## Task brief
Reproduce the whole of the records exactly, and make sure no picture is carried into the result.

┌──

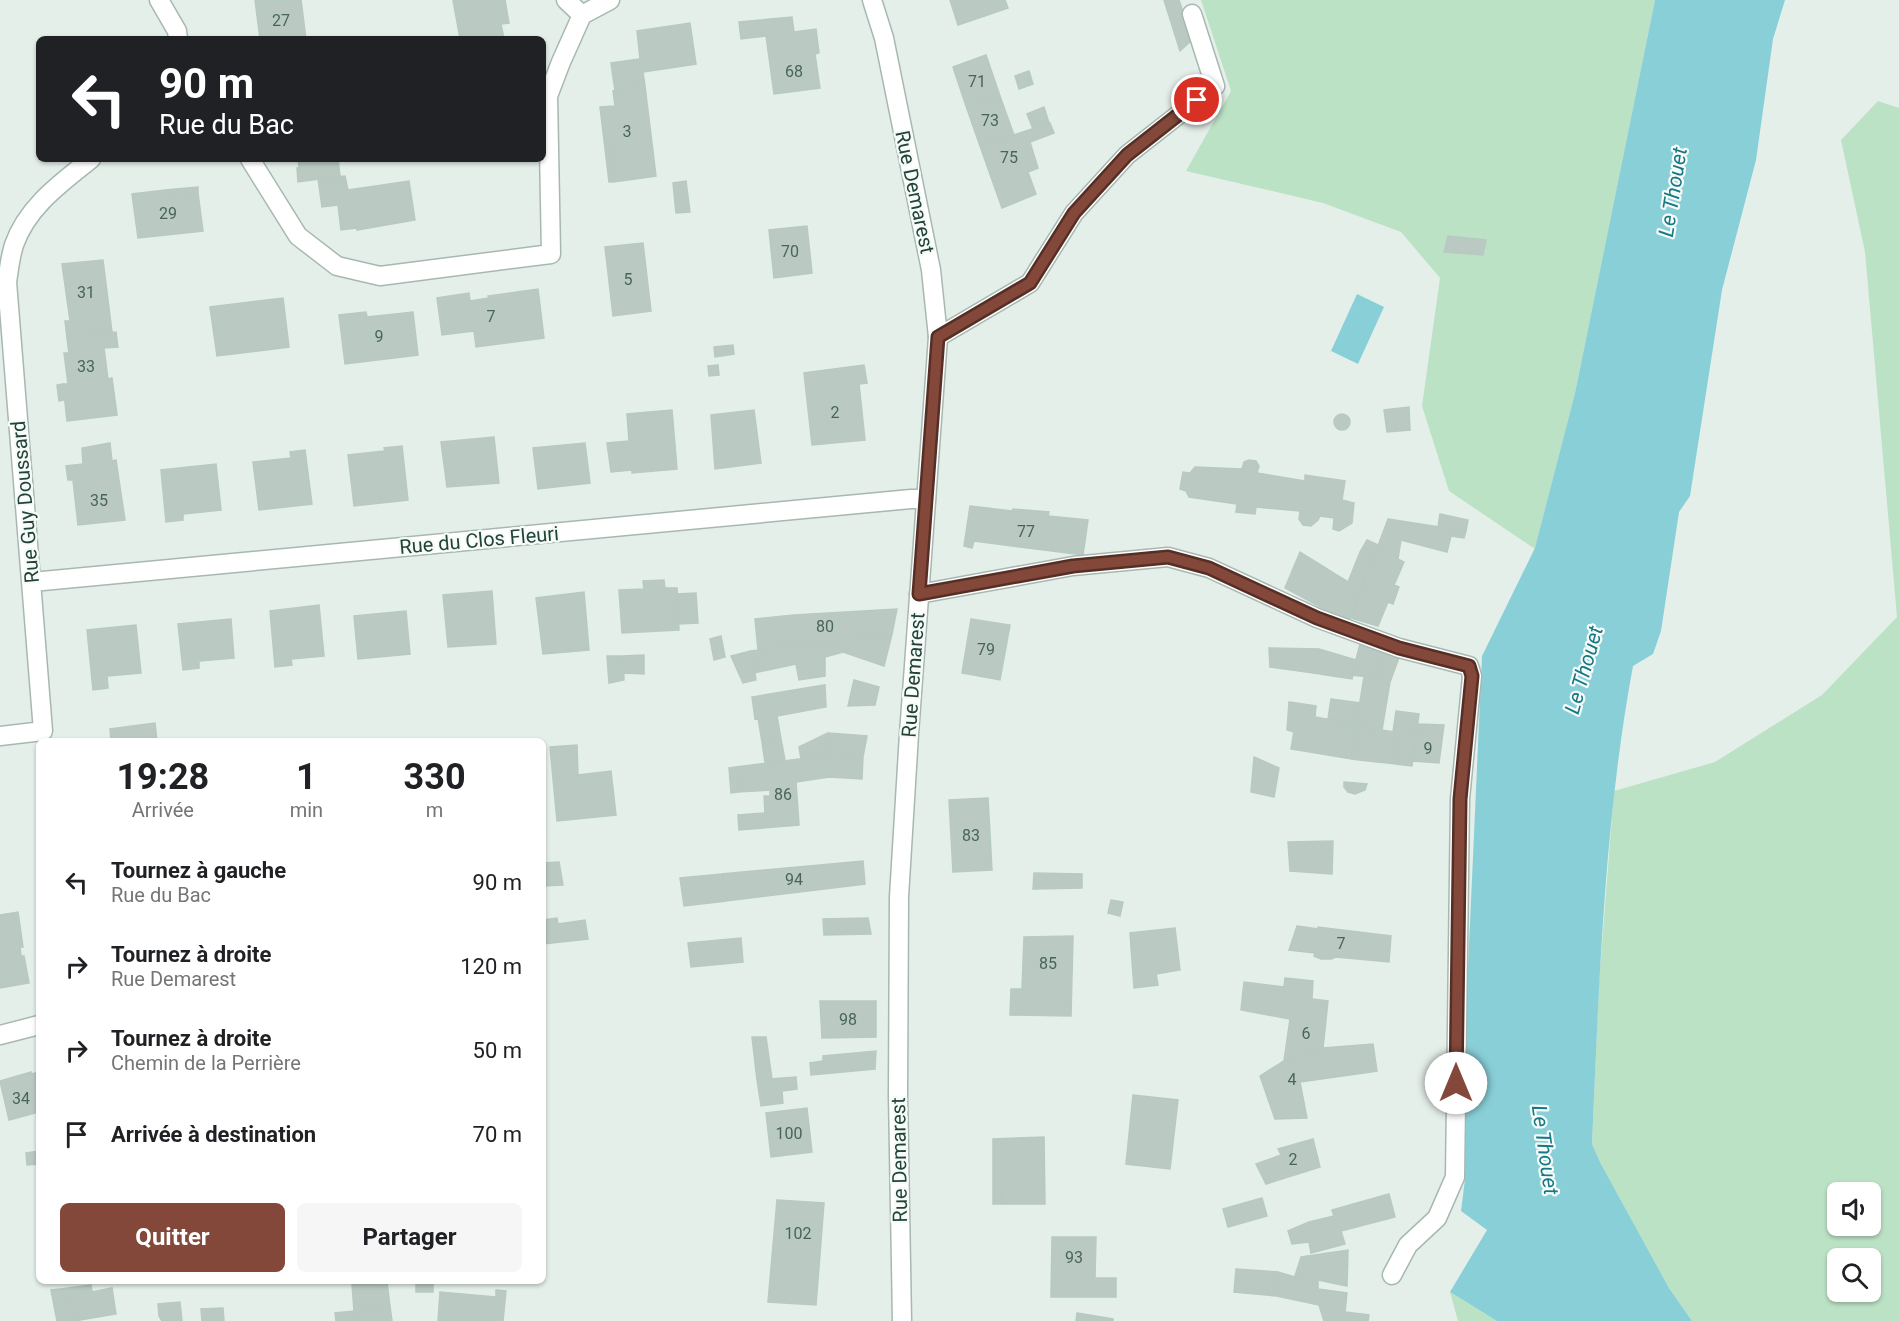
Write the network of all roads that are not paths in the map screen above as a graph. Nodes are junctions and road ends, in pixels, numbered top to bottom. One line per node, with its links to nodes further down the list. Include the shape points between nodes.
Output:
1 (159, 0): 7 (street)
2 (566, 0): 6 (street)
3 (610, 0): 6 (street)
4 (872, 0): 11 (street, Rue Demarest, via 884,38 931,270)
5 (1189, 7): 11 (street, via 1215,86 1127,155 1074,213 1030,283)
6 (582, 15): 9 (street, via 548,96 551,254 380,276 337,266 298,236)
7 (178, 36)
8 (87, 162): 10 (street, Rue Guy Doussard, via 48,194 29,217 14,245)
9 (252, 162)
10 (4, 321): 13 (street, Rue Guy Doussard)
11 (938, 337): 12 (street, Rue Demarest)
12 (926, 500): 13 (street, Rue du Clos Fleuri); 14 (street, Rue Demarest)
13 (32, 582): 16 (street, Rue Guy Doussard)
14 (919, 594): 19 (street, via 1073,566 1168,557 1209,568 1317,618 1399,648 1469,666 1472,676 1460,799 1455,1177 1437,1218 1408,1245); 20 (street, Rue Demarest, via 899,897)
15 (0, 736): 16 (street, Rue Guy Doussard)
16 (44, 736)
17 (36, 1025): 18 (street)
18 (0, 1035)
19 (1392, 1275)
20 (902, 1321)

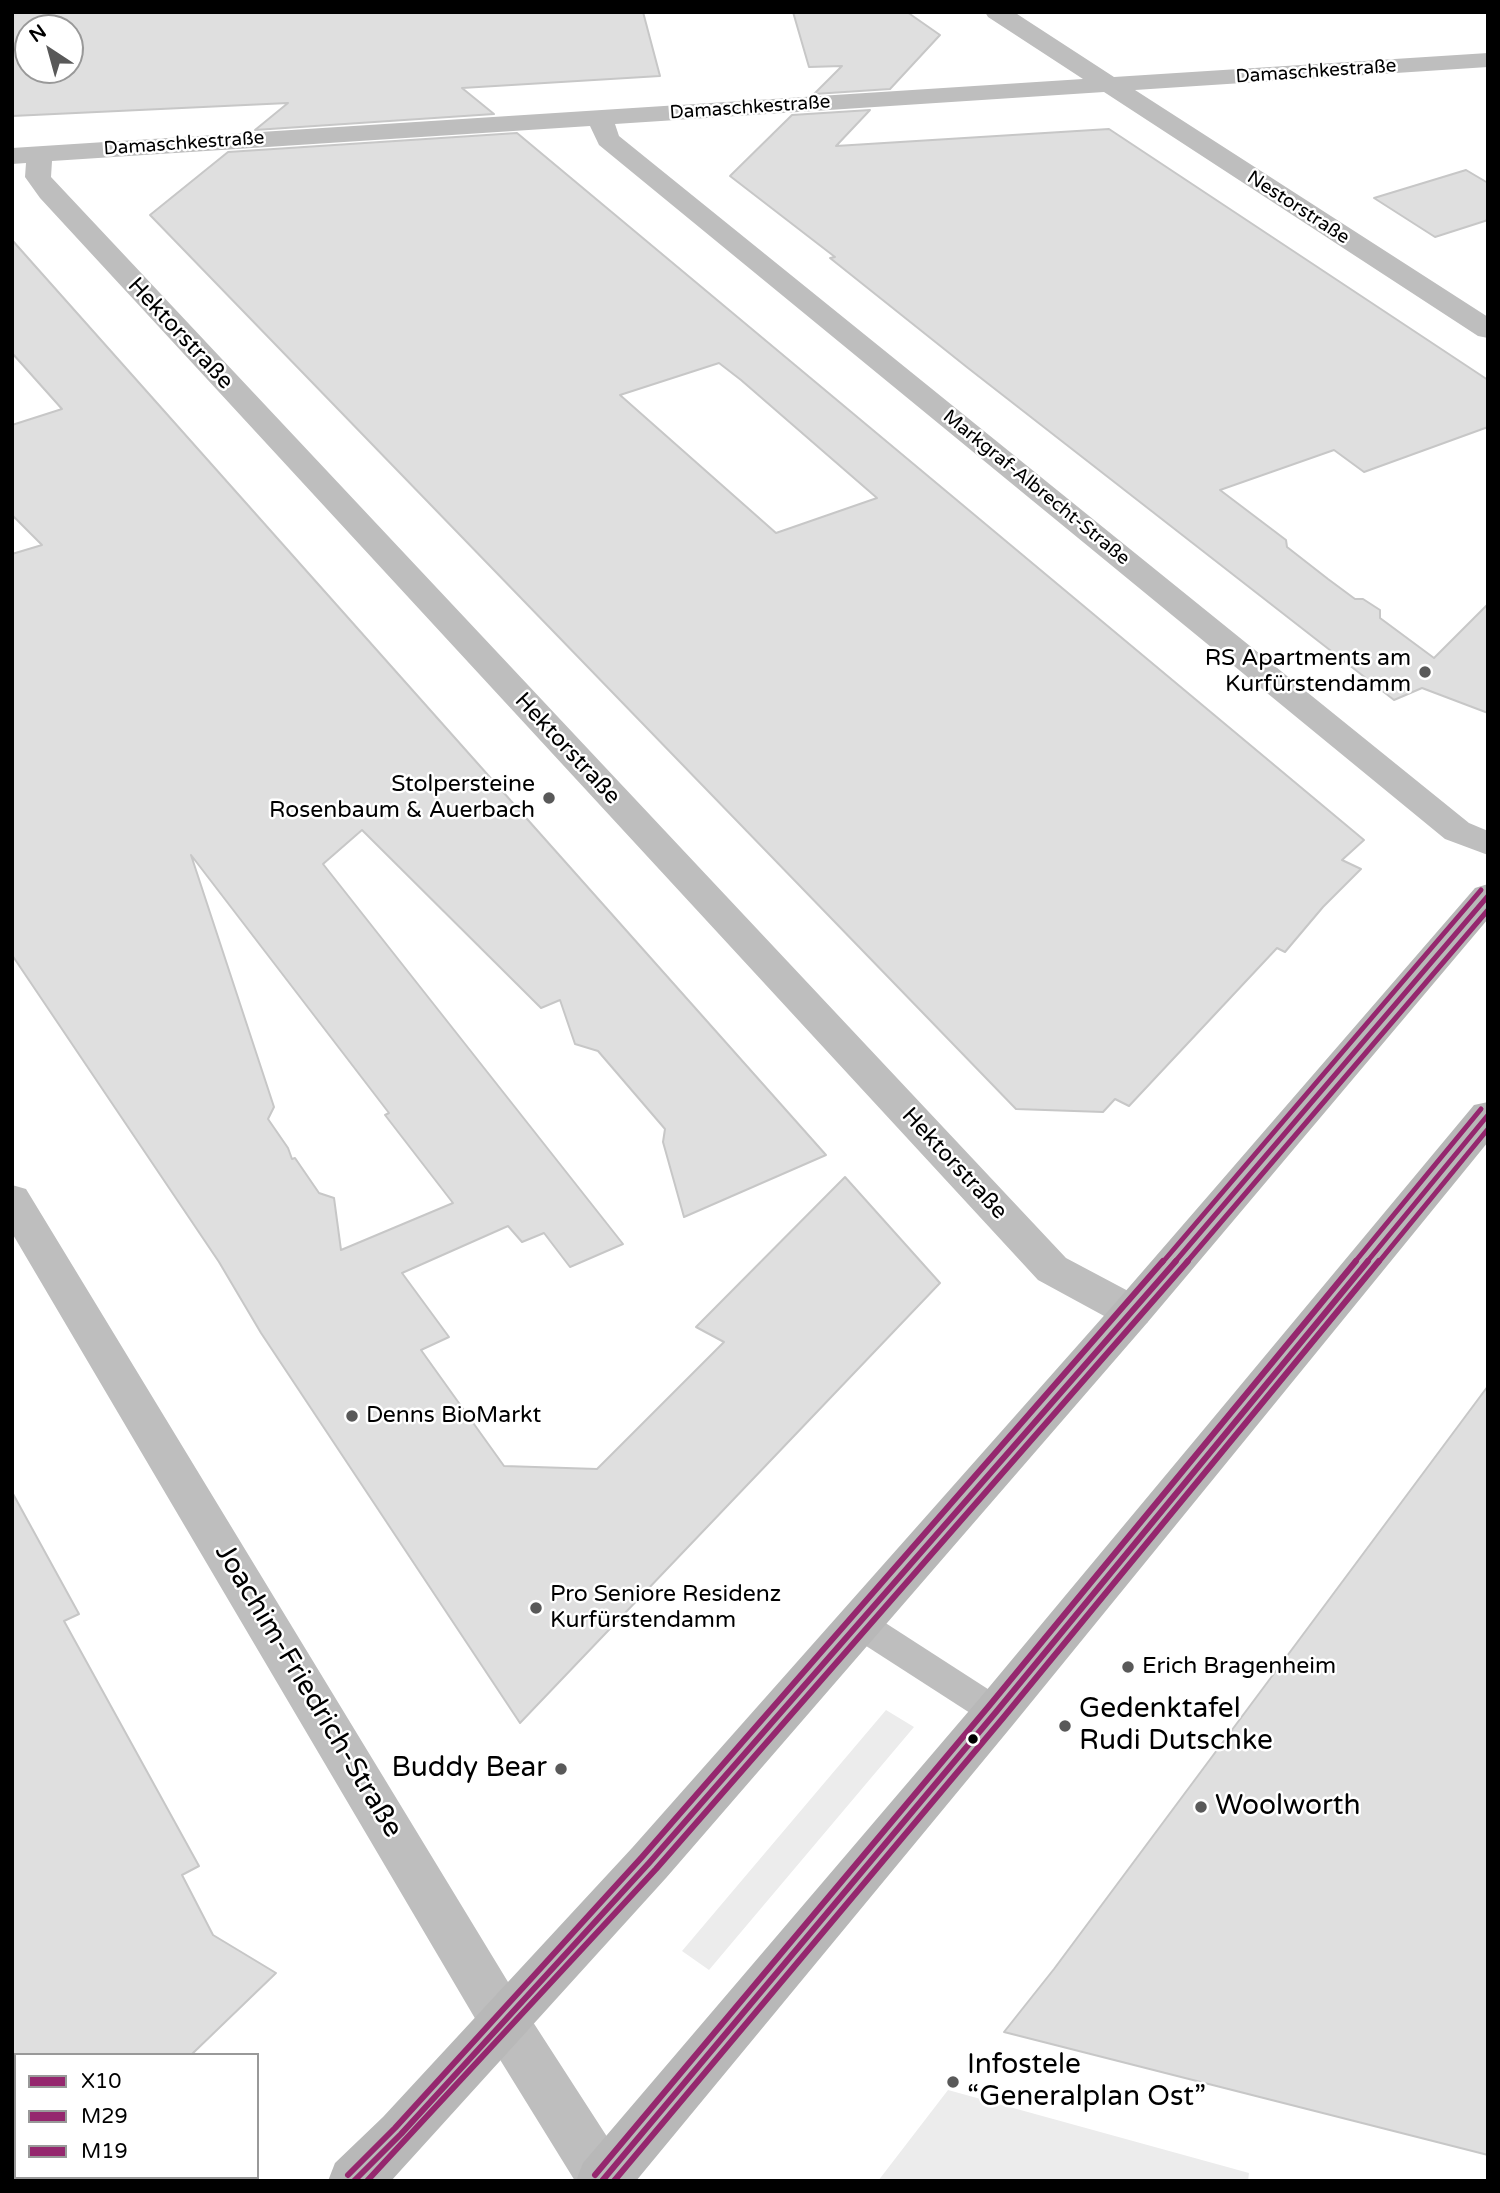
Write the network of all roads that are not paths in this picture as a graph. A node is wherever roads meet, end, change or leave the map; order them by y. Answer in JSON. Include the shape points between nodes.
{"nodes":[{"id":1,"x":997,"y":12,"type":"edge"},
{"id":2,"x":1488,"y":60,"type":"edge"},
{"id":3,"x":1109,"y":85,"type":"junction"},
{"id":4,"x":599,"y":117,"type":"junction"},
{"id":5,"x":26,"y":155,"type":"edge"},
{"id":6,"x":1488,"y":330,"type":"edge"},
{"id":7,"x":1488,"y":844,"type":"edge"},
{"id":8,"x":1488,"y":896,"type":"edge"},
{"id":9,"x":1488,"y":1115,"type":"edge"},
{"id":10,"x":12,"y":1199,"type":"edge"},
{"id":11,"x":1132,"y":1312,"type":"junction"},
{"id":12,"x":858,"y":1623,"type":"junction"},
{"id":13,"x":996,"y":1712,"type":"junction"},
{"id":14,"x":504,"y":2021,"type":"junction"},
{"id":15,"x":604,"y":2180,"type":"edge"},
{"id":16,"x":354,"y":2181,"type":"edge"}],
"edges":[{"from":1,"to":3,"type":"street","name":"Nestorstraße"},
{"from":2,"to":3,"type":"street","name":"Damaschkestraße"},
{"from":3,"to":4,"type":"street","name":"Damaschkestraße"},
{"from":3,"to":6,"type":"street","name":"Nestorstraße"},
{"from":4,"to":5,"type":"street","name":"Damaschkestraße"},
{"from":4,"to":7,"type":"street","name":"Markgraf-Albrecht-Straße","via":[[608,140],[1457,831]]},
{"from":5,"to":11,"type":"street","name":"Hektorstraße","via":[[48,192],[1052,1269]]},
{"from":8,"to":11,"type":"main road"},
{"from":9,"to":13,"type":"main road"},
{"from":10,"to":14,"type":"street","name":"Joachim-Friedrich-Straße"},
{"from":11,"to":12,"type":"main road"},
{"from":12,"to":13,"type":"lane"},
{"from":12,"to":14,"type":"main road","via":[[614,1903]]},
{"from":13,"to":15,"type":"main road"},
{"from":14,"to":15,"type":"street","name":"Joachim-Friedrich-Straße"},
{"from":14,"to":16,"type":"main road"}]}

└──

## Exercise output
Write the network of all roads that are not paths in the map screen above as a graph. Nodes are junctions and road ends, in pixels, numbered top to bottom. One line per node, with its links to nodes further down the list. Include the shape points between nodes.
Output:
1 (159, 0): 7 (street)
2 (566, 0): 6 (street)
3 (610, 0): 6 (street)
4 (872, 0): 11 (street, Rue Demarest, via 884,38 931,270)
5 (1189, 7): 11 (street, via 1215,86 1127,155 1074,213 1030,283)
6 (582, 15): 9 (street, via 548,96 551,254 380,276 337,266 298,236)
7 (178, 36)
8 (87, 162): 10 (street, Rue Guy Doussard, via 48,194 29,217 14,245)
9 (252, 162)
10 (4, 321): 13 (street, Rue Guy Doussard)
11 (938, 337): 12 (street, Rue Demarest)
12 (926, 500): 13 (street, Rue du Clos Fleuri); 14 (street, Rue Demarest)
13 (32, 582): 16 (street, Rue Guy Doussard)
14 (919, 594): 19 (street, via 1073,566 1168,557 1209,568 1317,618 1399,648 1469,666 1472,676 1460,799 1455,1177 1437,1218 1408,1245); 20 (street, Rue Demarest, via 899,897)
15 (0, 736): 16 (street, Rue Guy Doussard)
16 (44, 736)
17 (36, 1025): 18 (street)
18 (0, 1035)
19 (1392, 1275)
20 (902, 1321)

Write the network of all roads that are not paths in this picture as a graph. A node is wherever roads meet, end, change or leave the map; order them by y. Answer in JSON. Include the shape points between nodes.
{"nodes":[{"id":1,"x":997,"y":12,"type":"edge"},
{"id":2,"x":1488,"y":60,"type":"edge"},
{"id":3,"x":1109,"y":85,"type":"junction"},
{"id":4,"x":599,"y":117,"type":"junction"},
{"id":5,"x":26,"y":155,"type":"edge"},
{"id":6,"x":1488,"y":330,"type":"edge"},
{"id":7,"x":1488,"y":844,"type":"edge"},
{"id":8,"x":1488,"y":896,"type":"edge"},
{"id":9,"x":1488,"y":1115,"type":"edge"},
{"id":10,"x":12,"y":1199,"type":"edge"},
{"id":11,"x":1132,"y":1312,"type":"junction"},
{"id":12,"x":858,"y":1623,"type":"junction"},
{"id":13,"x":996,"y":1712,"type":"junction"},
{"id":14,"x":504,"y":2021,"type":"junction"},
{"id":15,"x":604,"y":2180,"type":"edge"},
{"id":16,"x":354,"y":2181,"type":"edge"}],
"edges":[{"from":1,"to":3,"type":"street","name":"Nestorstraße"},
{"from":2,"to":3,"type":"street","name":"Damaschkestraße"},
{"from":3,"to":4,"type":"street","name":"Damaschkestraße"},
{"from":3,"to":6,"type":"street","name":"Nestorstraße"},
{"from":4,"to":5,"type":"street","name":"Damaschkestraße"},
{"from":4,"to":7,"type":"street","name":"Markgraf-Albrecht-Straße","via":[[608,140],[1457,831]]},
{"from":5,"to":11,"type":"street","name":"Hektorstraße","via":[[48,192],[1052,1269]]},
{"from":8,"to":11,"type":"main road"},
{"from":9,"to":13,"type":"main road"},
{"from":10,"to":14,"type":"street","name":"Joachim-Friedrich-Straße"},
{"from":11,"to":12,"type":"main road"},
{"from":12,"to":13,"type":"lane"},
{"from":12,"to":14,"type":"main road","via":[[614,1903]]},
{"from":13,"to":15,"type":"main road"},
{"from":14,"to":15,"type":"street","name":"Joachim-Friedrich-Straße"},
{"from":14,"to":16,"type":"main road"}]}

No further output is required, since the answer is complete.